Your task |
Go through the material line by line and copy each one with the word "than".

────────────────────

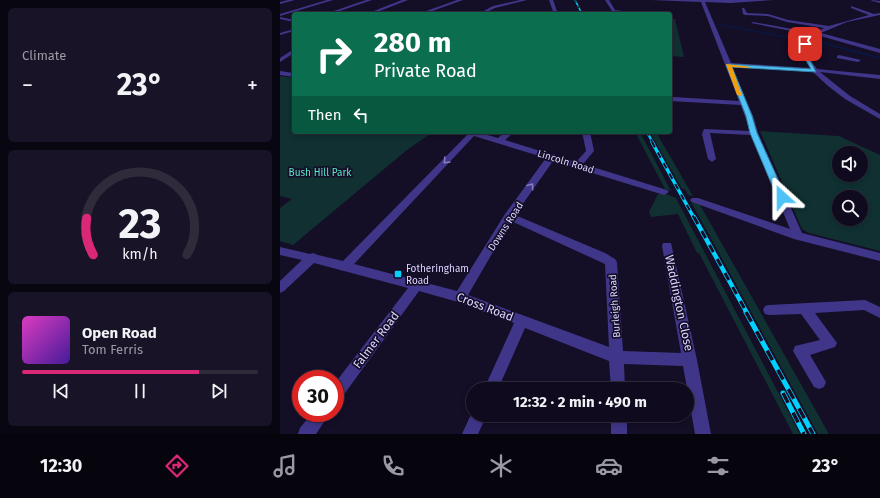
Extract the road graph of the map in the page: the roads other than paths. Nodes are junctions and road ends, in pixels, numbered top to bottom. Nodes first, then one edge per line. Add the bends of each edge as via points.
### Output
1 (293, 0) edge
2 (331, 0) edge
3 (370, 0) edge
4 (406, 0) edge
5 (459, 0) edge
6 (525, 0) edge
7 (551, 0) edge
8 (607, 0) edge
9 (653, 0) edge
10 (772, 0) edge
11 (873, 0) edge
12 (703, 1) edge
13 (761, 1) junction
14 (880, 2) edge
15 (280, 3) edge
16 (768, 7) dead end
17 (852, 7) dead end
18 (743, 9) dead end
19 (333, 12) edge
20 (373, 12) edge
21 (426, 12) edge
22 (484, 12) edge
23 (555, 12) edge
24 (615, 12) edge
25 (877, 14) edge
26 (280, 15) edge
27 (280, 18) edge
28 (292, 21) edge
29 (753, 23) dead end
30 (827, 27) junction
31 (292, 31) edge
32 (280, 34) edge
33 (814, 34) junction
34 (880, 51) edge
35 (292, 52) edge
36 (281, 59) edge
37 (858, 60) dead end
38 (292, 62) edge
39 (728, 65) junction
40 (814, 70) junction
41 (843, 72) junction
42 (280, 73) edge
43 (292, 76) edge
44 (880, 77) edge
45 (672, 99) edge
46 (744, 103) junction
47 (880, 117) edge
48 (754, 133) junction
49 (469, 134) edge
50 (477, 134) edge
51 (508, 134) edge
52 (586, 134) edge
53 (499, 141) junction
54 (552, 156) junction
55 (712, 159) dead end
56 (578, 164) junction
57 (664, 192) dead end
58 (695, 200) dead end
59 (509, 216) junction
60 (798, 236) junction
61 (667, 246) dead end
62 (280, 251) edge
63 (312, 257) junction
64 (880, 257) edge
65 (346, 266) junction
66 (417, 285) junction
67 (280, 288) edge
68 (460, 297) junction
69 (805, 309) junction
70 (769, 310) dead end
71 (878, 312) edge
72 (521, 321) junction
73 (617, 358) junction
74 (690, 360) junction
75 (494, 382) edge
76 (618, 382) edge
77 (819, 382) dead end
78 (344, 383) edge
79 (315, 422) edge
80 (476, 422) edge
81 (619, 422) edge
82 (306, 434) edge
83 (470, 434) edge
84 (619, 434) edge
85 (703, 434) edge

1 - 15 street
2 - 26 street
3 - 19 street
4 - 20 street
5 - 21 street
6 - 22 street
7 - 23 street
8 - 24 street
9 - 12 street
10 - 13 street
11 - 14 street
12 - 13 street
12 - 39 street
13 - 16 street
17 - 25 street
18 - 30 street via 745,14 768,15 787,21
25 - 30 street
27 - 28 street
29 - 33 street
30 - 33 street
31 - 32 street
33 - 34 street
33 - 40 street via 806,42 805,54
35 - 36 street
36 - 38 street
37 - 41 street via 838,55
39 - 40 street
39 - 46 street
40 - 41 street
40 - 47 street via 846,97
41 - 44 street
42 - 43 street
45 - 46 street
46 - 48 street
48 - 55 street via 708,131 706,134
48 - 60 street
49 -> 65 street
50 - 53 street, Lincoln Road
51 - 53 street
52 - 56 street via 590,151
53 - 54 street, Lincoln Road
54 - 56 street, Lincoln Road
59 -> 54 street, Downs Road
56 - 57 street, Lincoln Road
58 - 60 street
59 - 68 street, Downs Road
59 - 73 street, Burleigh Road via 611,262
60 - 64 street
61 - 74 street, Waddington Close
62 - 63 street, Cross Road
63 - 65 street, Cross Road
63 - 67 street
65 - 66 street, Cross Road
66 - 68 street, Cross Road
66 - 78 street, Falmer Road
68 - 72 street, Cross Road
69 - 70 street
69 - 71 street via 865,305
69 - 77 street via 830,343 800,351
72 - 73 street, Cross Road
72 - 75 street
73 - 74 street, Waddington Close
73 - 76 street, Burleigh Road
74 - 85 street, Waddington Close
79 - 82 street
80 - 83 street
81 - 84 street

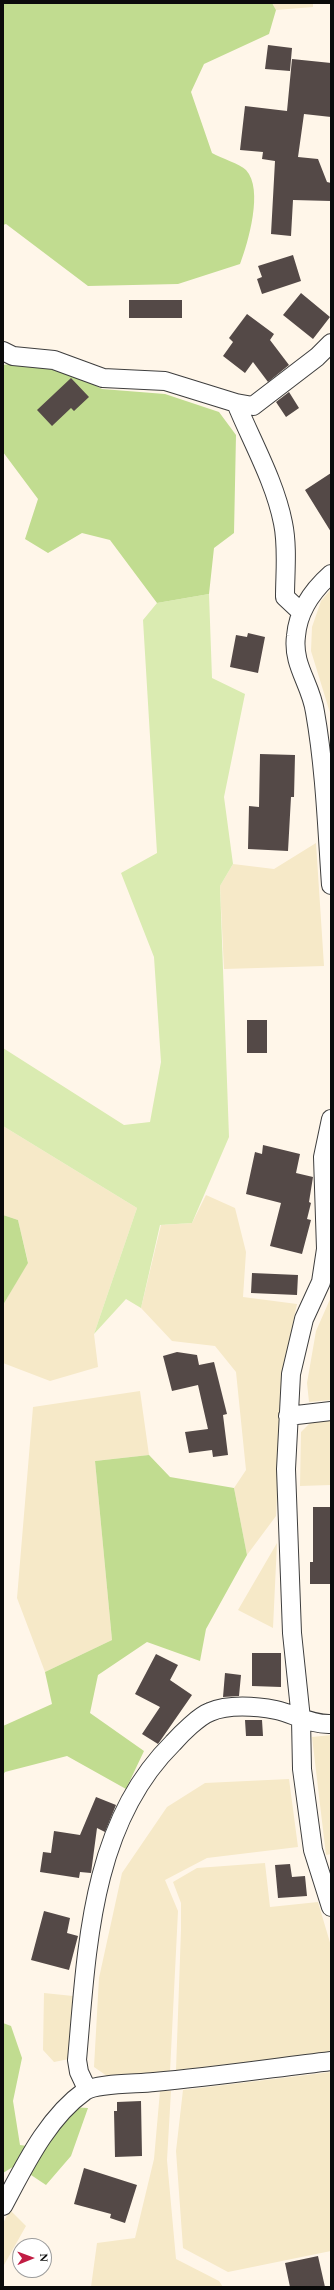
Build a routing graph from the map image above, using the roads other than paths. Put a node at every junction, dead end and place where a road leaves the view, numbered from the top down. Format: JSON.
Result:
{"nodes":[{"id":1,"x":331,"y":343,"type":"edge"},
{"id":2,"x":3,"y":351,"type":"edge"},
{"id":3,"x":236,"y":403,"type":"junction"},
{"id":4,"x":331,"y":574,"type":"edge"},
{"id":5,"x":302,"y":612,"type":"junction"},
{"id":6,"x":331,"y":885,"type":"edge"},
{"id":7,"x":331,"y":1119,"type":"edge"},
{"id":8,"x":331,"y":1411,"type":"edge"},
{"id":9,"x":288,"y":1416,"type":"junction"},
{"id":10,"x":301,"y":1719,"type":"junction"},
{"id":11,"x":331,"y":1724,"type":"edge"},
{"id":12,"x":331,"y":1907,"type":"edge"},
{"id":13,"x":331,"y":2061,"type":"edge"},
{"id":14,"x":87,"y":2090,"type":"junction"},
{"id":15,"x":3,"y":2206,"type":"edge"}],
"edges":[{"from":1,"to":3,"type":"street"},
{"from":2,"to":3,"type":"street"},
{"from":3,"to":5,"type":"street"},
{"from":4,"to":5,"type":"street"},
{"from":5,"to":6,"type":"street"},
{"from":7,"to":9,"type":"street"},
{"from":8,"to":9,"type":"street"},
{"from":9,"to":10,"type":"street"},
{"from":10,"to":11,"type":"street"},
{"from":10,"to":12,"type":"street"},
{"from":10,"to":14,"type":"street"},
{"from":13,"to":14,"type":"street"},
{"from":14,"to":15,"type":"street"}]}
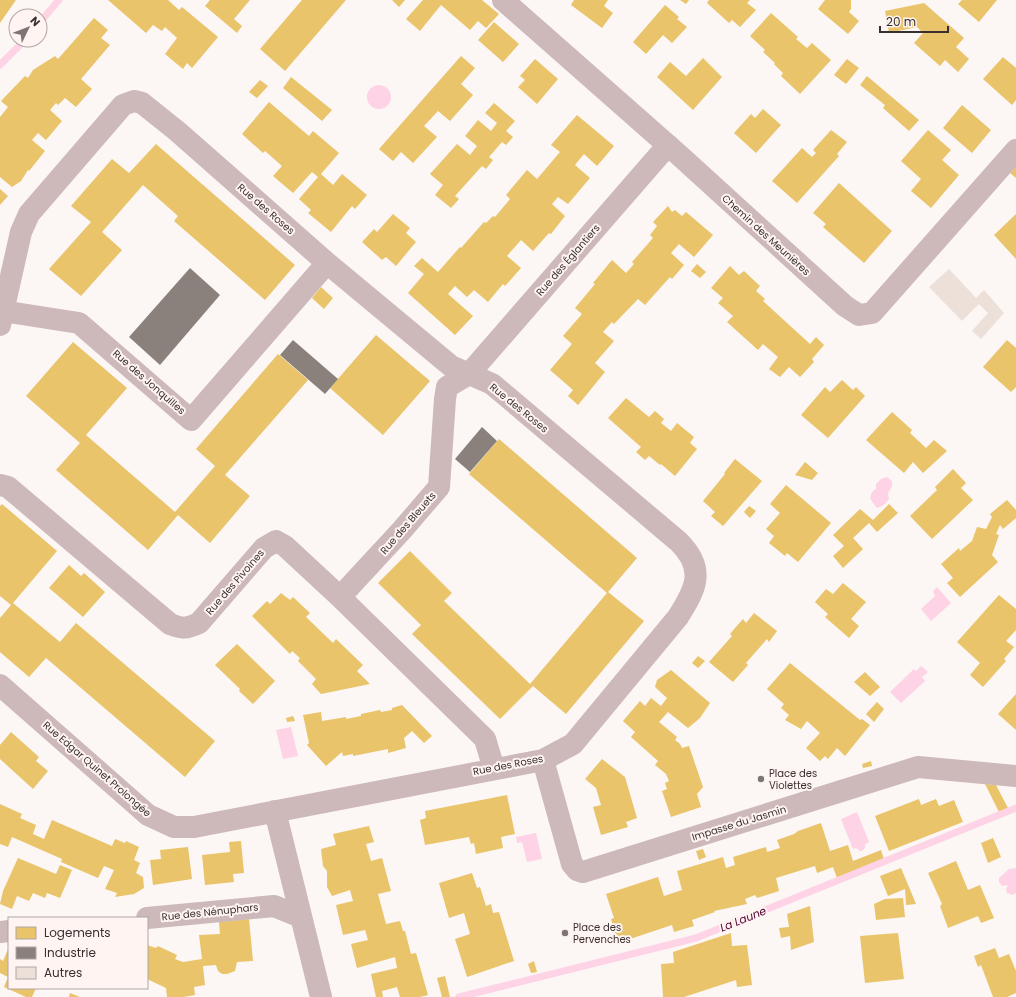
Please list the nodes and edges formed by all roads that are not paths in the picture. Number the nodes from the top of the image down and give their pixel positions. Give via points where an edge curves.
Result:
1 (503, 0) edge
2 (668, 145) junction
3 (1016, 150) edge
4 (327, 263) junction
5 (1, 318) edge
6 (469, 374) junction
7 (0, 485) edge
8 (340, 597) junction
9 (0, 684) edge
10 (543, 760) junction
11 (494, 768) junction
12 (1016, 776) edge
13 (275, 811) junction
14 (295, 891) junction
15 (274, 906) junction
16 (301, 917) junction
17 (148, 918) edge
18 (322, 997) edge

1 - 2 street, Chemin des Meunières
2 - 3 street, Chemin des Meunières via 859,316 872,313
2 - 6 street, Rue des Églantiers
4 - 5 street, Rue des Jonquilles via 192,420 79,323
4 - 5 street, Rue des Roses via 177,131 142,103 134,101 123,105 29,214 21,232
4 - 6 street, Rue des Roses via 451,366
6 - 8 street, Rue des Bleuets via 447,387 439,487
6 - 10 street, Rue des Roses via 492,384 679,542 688,550 696,572 690,599 678,617 573,744
7 - 8 street, Rue des Pivoines via 8,487 170,624 182,628 199,623 264,548 276,541 285,546
8 - 11 street, Rue des Pivoines via 486,739
9 - 13 street, Rue Edgar Quinet Prolongée via 148,815 174,828 194,827
10 - 11 street, Rue des Roses
10 - 12 street, Impasse du Jasmin via 572,864 583,872 918,767
11 - 13 street, Rue des Roses
13 - 14 street
14 - 15 street
14 - 16 street
15 - 16 street, Rue des Nénuphars
15 - 17 street, Rue des Nénuphars
16 - 18 street

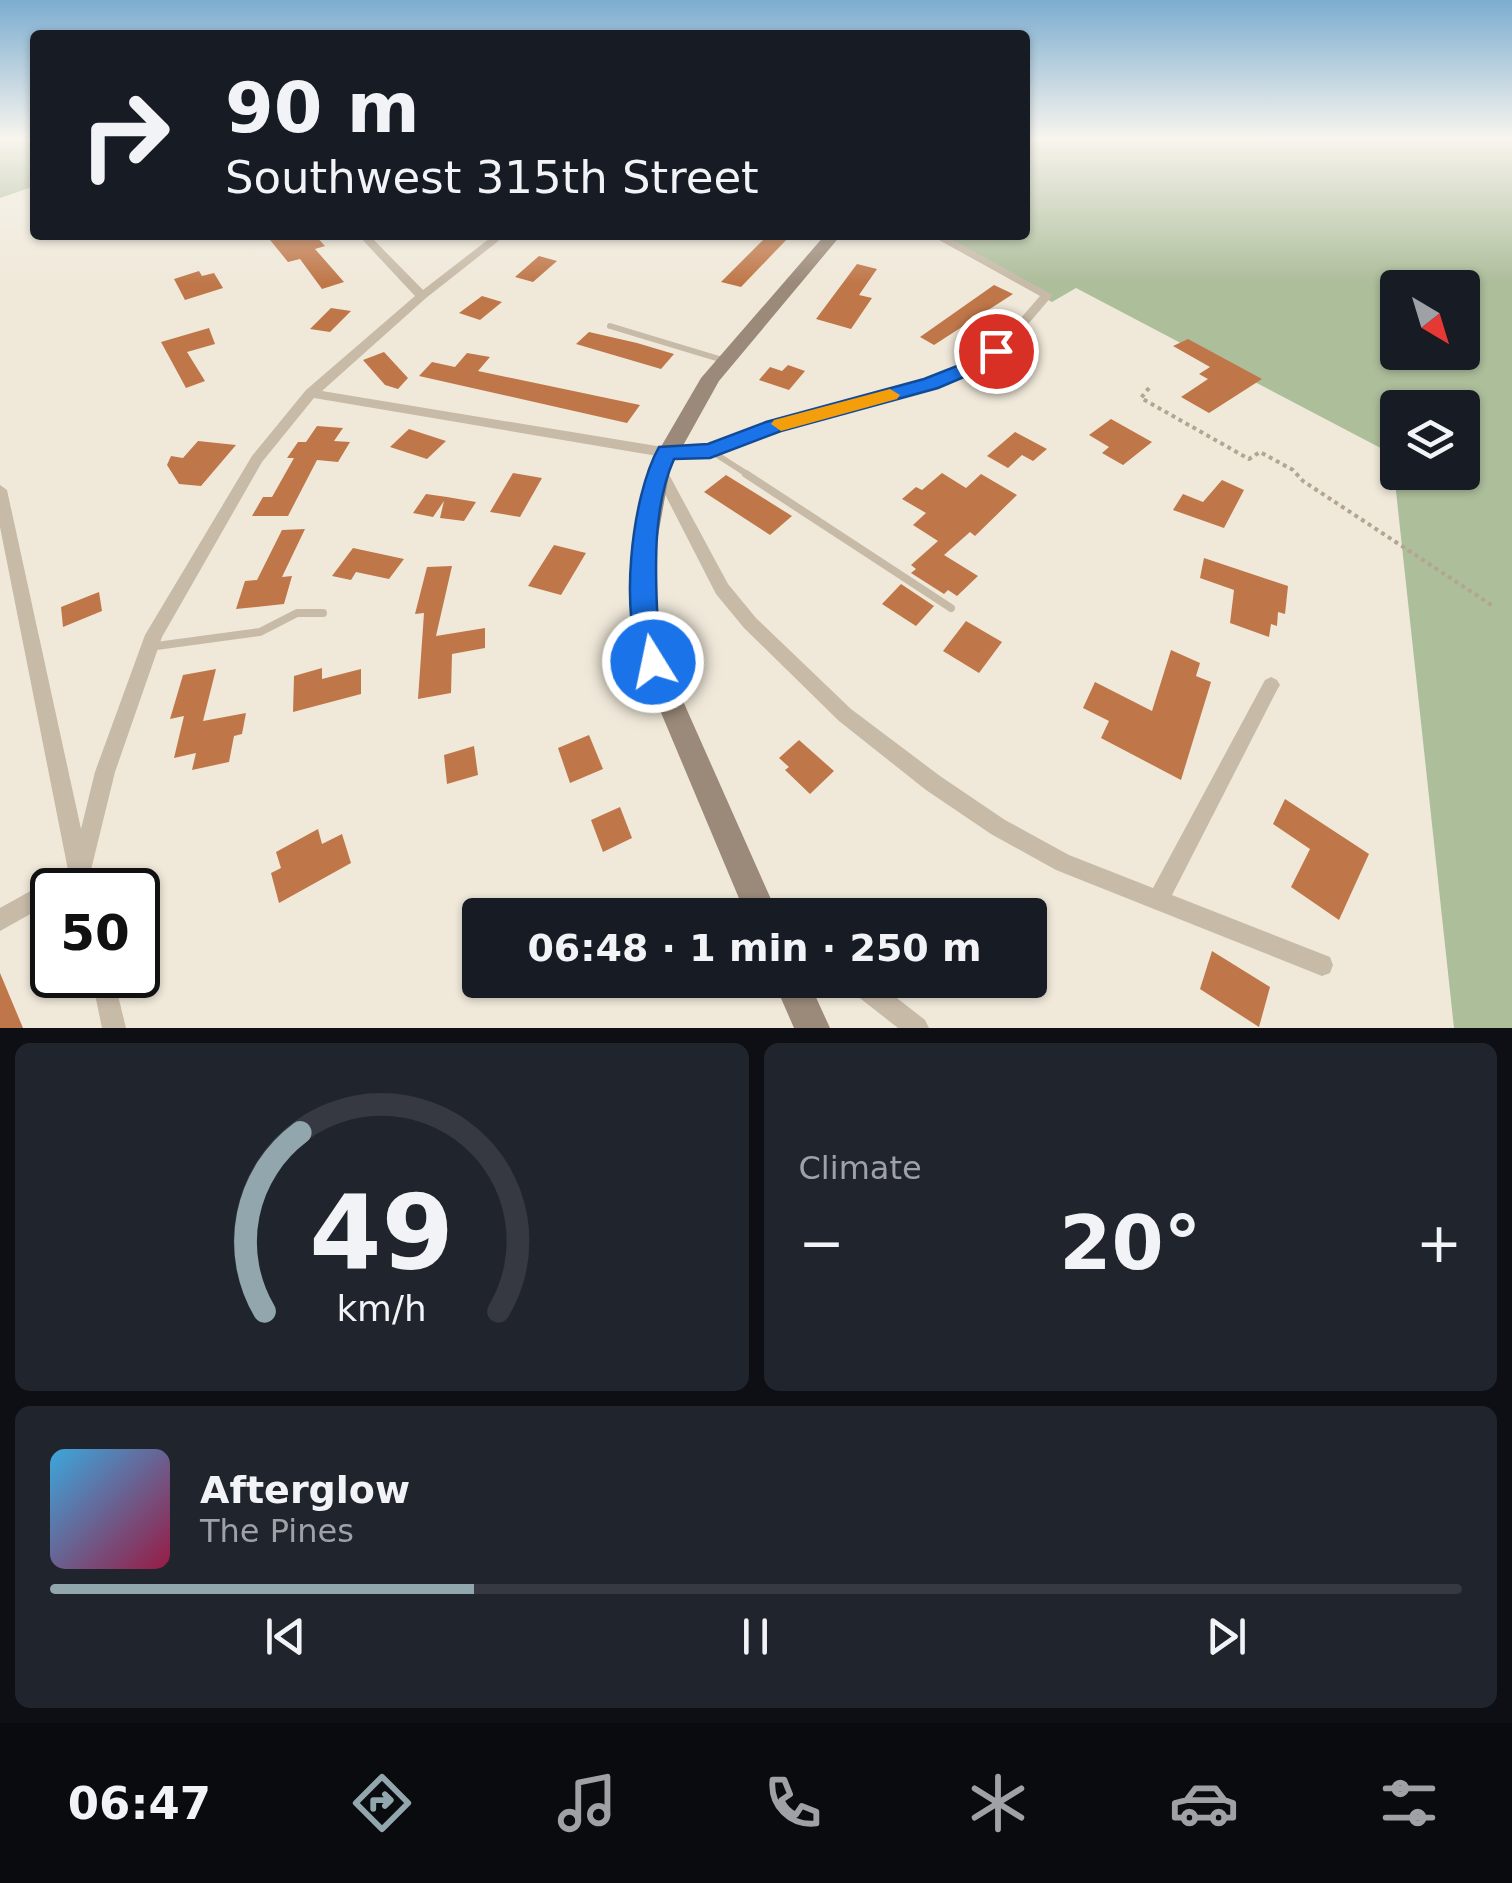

────────────────────

Answer to the exercise |
Extract the road graph of the map in the page: the roads other than paths. Nodes are junctions and road ends, in pixels, numbered top to bottom. Nodes first, then one edge per line. Add the bends of each edge as via points.
Build a routing graph from the map image above, using the roads other than paths. Put a node at every junction, dead end and place where a road leaves the view, numbered from the top down. Format: JSON.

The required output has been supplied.